Dataset for equilibrium equation solutions.

Parameters:

  • data_path

    (Path) –

    Path to the directory containing the dataset .pkl files.

  • radial_res

    (int, default: 100 ) –

    Number of radial points to interpolate the solutions at. Each equilibrium will be represented on this radial grid, by default 100.

  • uniform_sampling

    (bool, default: False ) –

    If True, sample the radial points uniformly at random in [RMIN/2, RMAX]. If False, use a fixed linearly spaced grid in the same interval, by default False.

  • rfp_only

    (bool, default: False ) –

    If True, restrict the dataset to rows corresponding to RFP equilibria only (rfp_flag == 1.0). If False, keep all rows, by default False.

  • keep_rfp_flag

    (bool, default: False ) –

    If True, keep the rfp_flag column as the last feature in the internal data array. This is mainly intended for debugging, since models do not use this flag as input. If False, the column is removed, by default False.

Methods:

  • __getitem__

    Get the radial grid, input parameters, and solution profile for a given

  • __len__

    Return the length of the dataset.

  • get_data

    Get the dataset as input–target pairs.

  • inverse_transform_inputs

    Inverse transform the input features from model space back to the

  • transform_inputs

    Transform the input features to be fed to the model.

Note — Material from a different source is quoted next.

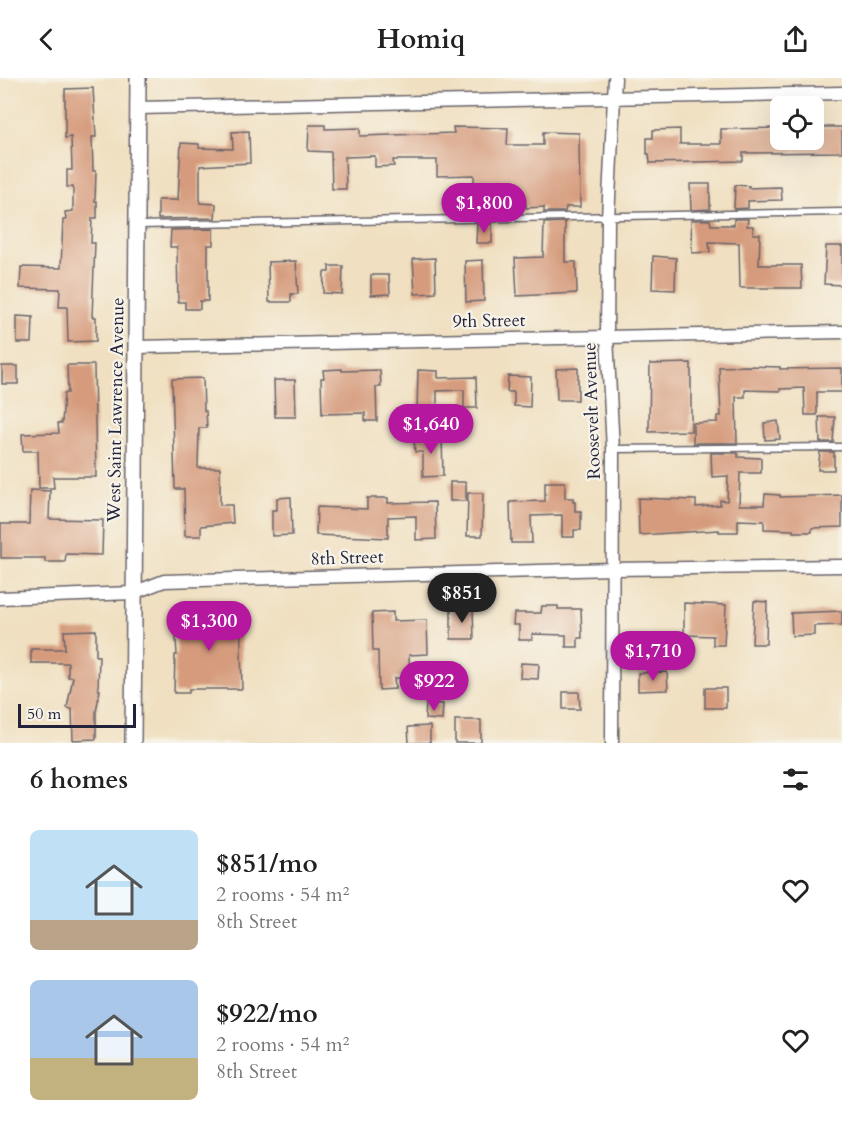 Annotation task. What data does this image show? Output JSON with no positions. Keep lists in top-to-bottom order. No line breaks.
{"streets":{"street":["9th Street","West Saint Lawrence Avenue","Roosevelt Avenue","8th Street"]},"crossings":[["9th Street","West Saint Lawrence Avenue"],["9th Street","Roosevelt Avenue"],["West Saint Lawrence Avenue","8th Street"],["Roosevelt Avenue","8th Street"]],"scale_bar":"50 m","page":{"header":"Homiq","price":["$1,800","$1,640","$851","$1,300","$1,710","$922"],"scale":"50 m","heading":"6 homes","list":[{"name":"$851/mo","note":"2 rooms · 54 m² · 8th Street"},{"name":"$922/mo","note":"2 rooms · 54 m² · 8th Street"}]}}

Source code in src/fpga_profile_reco/data/dataset.py
 74
 75
 76
 77
 78
 79
 80
 81
 82
 83
 84
 85
 86
 87
 88
 89
 90
 91
 92
 93
 94
 95
 96
 97
 98
 99
100
101
102
103
104
105
106
107
108
109
110
111
112
113
114
115
116
117
118
119
120
121
122
123
124
def __init__(self, data_path: Path, radial_res: int = 100, uniform_sampling: bool = False, rfp_only: bool = False, keep_rfp_flag: bool = False):
    """
    Initialize the dataset.

    Parameters
    ----------
    data_path : pathlib.Path
        Path to the directory containing the dataset ``.pkl`` files.
    radial_res : int, optional
        Number of radial points to interpolate the solutions at. Each
        equilibrium will be represented on this radial grid, by default 100.
    uniform_sampling : bool, optional
        If True, sample the radial points uniformly at random in
        ``[RMIN/2, RMAX]``. If False, use a fixed linearly spaced grid
        in the same interval, by default False.
    rfp_only : bool, optional
        If True, restrict the dataset to rows corresponding to RFP
        equilibria only (``rfp_flag == 1.0``). If False, keep all rows,
        by default False.
    keep_rfp_flag : bool, optional
        If True, keep the ``rfp_flag`` column as the last feature in the
        internal data array. This is mainly intended for debugging, since
        models do not use this flag as input. If False, the column is
        removed, by default False.
    """
    self.radial_res = radial_res
    self.data_files = list(data_path.glob("*.pkl"))
    self._data = []

    if uniform_sampling:
        rng = np.random.default_rng(seed=cfg.SEED)
        r = rng.uniform(low=eqs.RMIN / 2, high=eqs.RMAX, size=self.radial_res)
    else:
        r = np.linspace(eqs.RMIN / 2, eqs.RMAX, self.radial_res)
    # use ProcessPoolExecutor to parallelize file reading and interpolation (cpu intensive task)
    with ProcessPoolExecutor(max_workers=max(os.cpu_count(), 25)) as executor:
        results = list(tqdm(executor.map(read_and_interpolate_solutions, self.data_files, [r] * len(self.data_files)),
                            total=len(self.data_files), desc="Loading and interpolating...", unit="files"))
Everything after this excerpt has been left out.